(JTA) — A deadly terrorist attack might seem like an unlikely starting point for a lighthearted comedy. But “Maktub,” a charming and intelligent film that just debuted on Netflix, is set in Israel, a country where that happens more than most would like to believe.
The movie was a box office success in Israel but likely would have been relegated to art house theaters in the United States. A Netflix streaming release gives the film a much broader audience.
It stars Guy Amir and Hanan Savyon — Israeli television stars who co-wrote the screenplay — as Chuma and Steve, two small-time gangsters who work for an organized crime overlord, Kaslassy (played by Itzik Cohen). They are tasked with collecting protection money from various Jerusalem restaurants.
Their lives change when a terrorist bomb goes off at one of their stops while both are in the bathroom. Everyone else in the building is killed, including the one-eyed Chechen thug who served the pair as lookout.
Chuma and Steve recover a metal briefcase that contains all the shekels collected earlier in the day, which they were supposed to turn in. They tell Kaslassy that the Chechen survived the bombing and made off with the cash. Steve wants to leave quickly, before their boss discovers the truth. He hopes to immigrate to the U.S. and open a fish kebab restaurant.

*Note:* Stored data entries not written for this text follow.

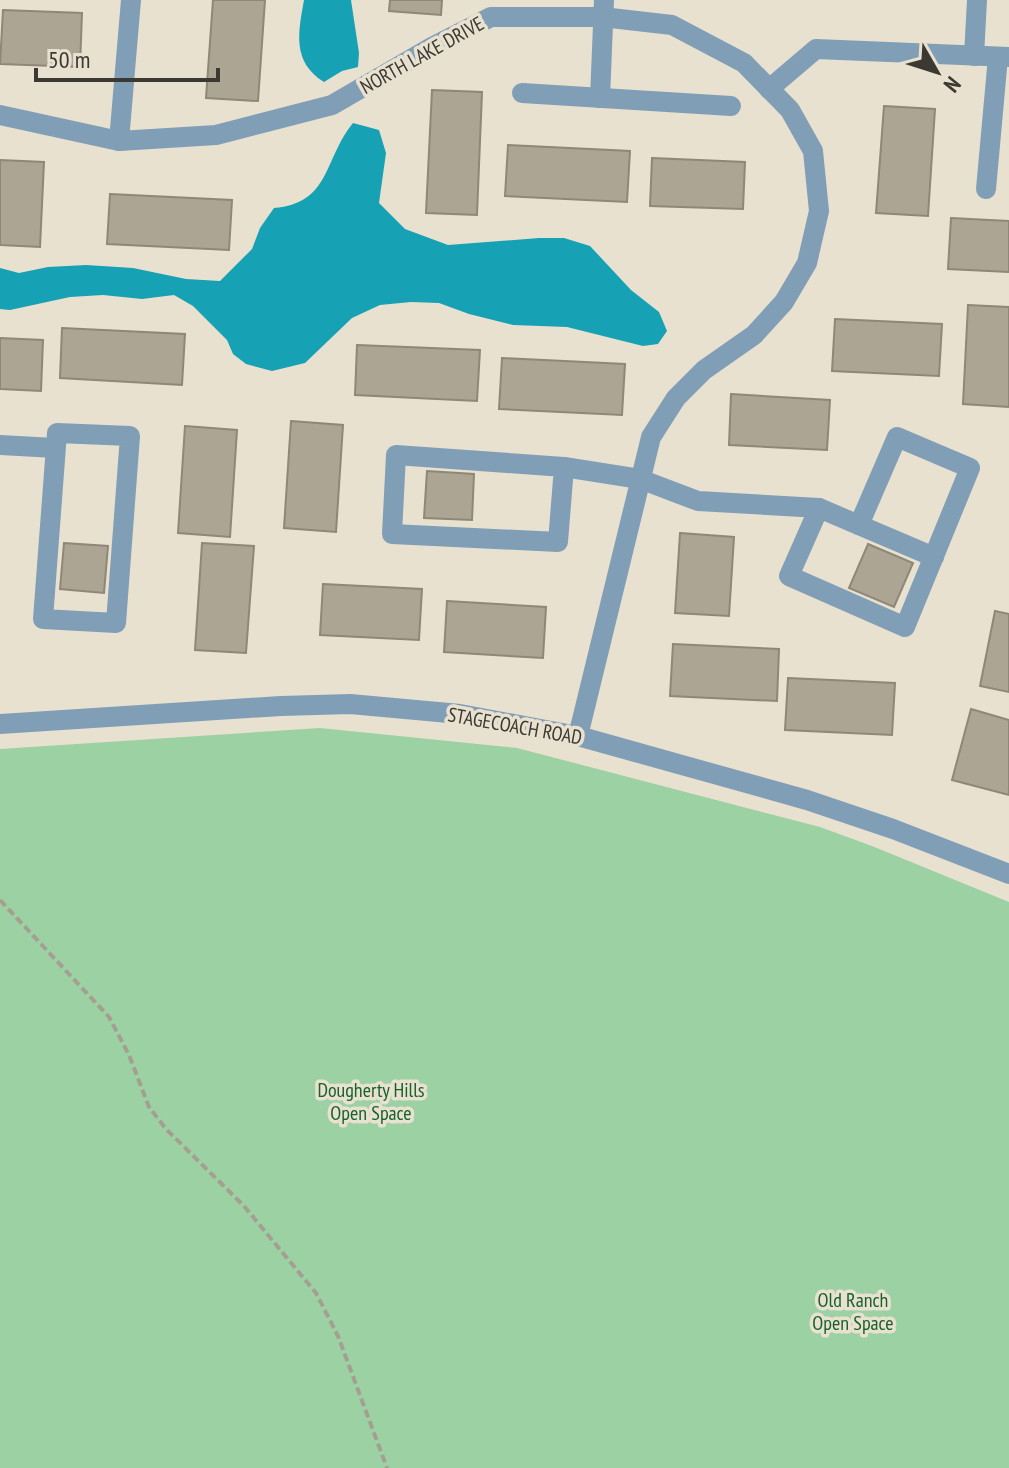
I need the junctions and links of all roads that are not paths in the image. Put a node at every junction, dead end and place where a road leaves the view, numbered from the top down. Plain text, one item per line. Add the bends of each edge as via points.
1 (131, 0) edge
2 (977, 0) edge
3 (603, 8) edge
4 (974, 56) junction
5 (1004, 57) edge
6 (769, 89) junction
7 (522, 93) dead end
8 (600, 98) junction
9 (731, 106) dead end
10 (0, 115) edge
11 (119, 141) junction
12 (986, 189) dead end
13 (0, 445) edge
14 (55, 448) junction
15 (564, 467) junction
16 (640, 479) junction
17 (819, 508) junction
18 (859, 525) junction
19 (934, 557) junction
20 (0, 724) edge
21 (578, 736) junction
22 (1009, 874) edge

1 - 11 street
2 - 4 street
3 - 6 street, NORTH LAKE DRIVE via 672,25 744,63
3 - 8 street
3 - 11 street, NORTH LAKE DRIVE via 491,17 332,105 216,135
4 - 5 street
4 - 6 street via 816,49
5 - 12 street
6 - 16 street, NORTH LAKE DRIVE via 790,110 813,151 819,211 807,263 784,302 754,335 704,370 676,398 651,437
7 - 8 street
8 - 9 street
10 - 11 street, NORTH LAKE DRIVE
13 - 14 street
14 - 14 street via 43,619 116,623 130,436 57,433
15 - 15 street via 396,455 392,534 558,542
15 - 16 street
16 - 17 street via 698,501
16 - 21 street, NORTH LAKE DRIVE
17 - 18 street
17 - 19 street via 789,576 890,621 905,627
18 - 19 street
18 - 19 street via 897,437 970,468
20 - 21 street, STAGECOACH ROAD via 350,704 460,714
21 - 22 street, STAGECOACH ROAD via 807,800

But a reluctant Chuma demands they first go to the Western Wall to give thanks. There they accidentally pull out a note left by a man who asks for God’s help in rekindling the passion in his marriage — he earns little and must work long hours, leaving no time for romance.
Chuma sees it as a sign and insists they were spared to become the man’s guardian angels. They visit his boss and use a little muscle to convince him that the employee deserves a nice raise.
Chuma also eventually convinces Steve to return to the Kotel and ultimately help a poor Russian emigre pay for her son’s bar mitzvah and a long suffering 40-year-old get pregnant. Acquiring the last two notes requires a little silliness — they dress in drag to approach the female section — but even this comes off as funny rather than crass or disrespectful.
Amir and Savyon’s success in Israel — the pair have written over 280 episodes for seven different series that have been viewed over 80 million times — could spill over into the U.S. Producer Uri Singer has tapped them to create a drama in English about the Middle East conflict through the eyes of an American father searching for his missing daughter.
The word maktub means fate or destiny in Arabic, so maybe the duo is destined for a hit in the states, too.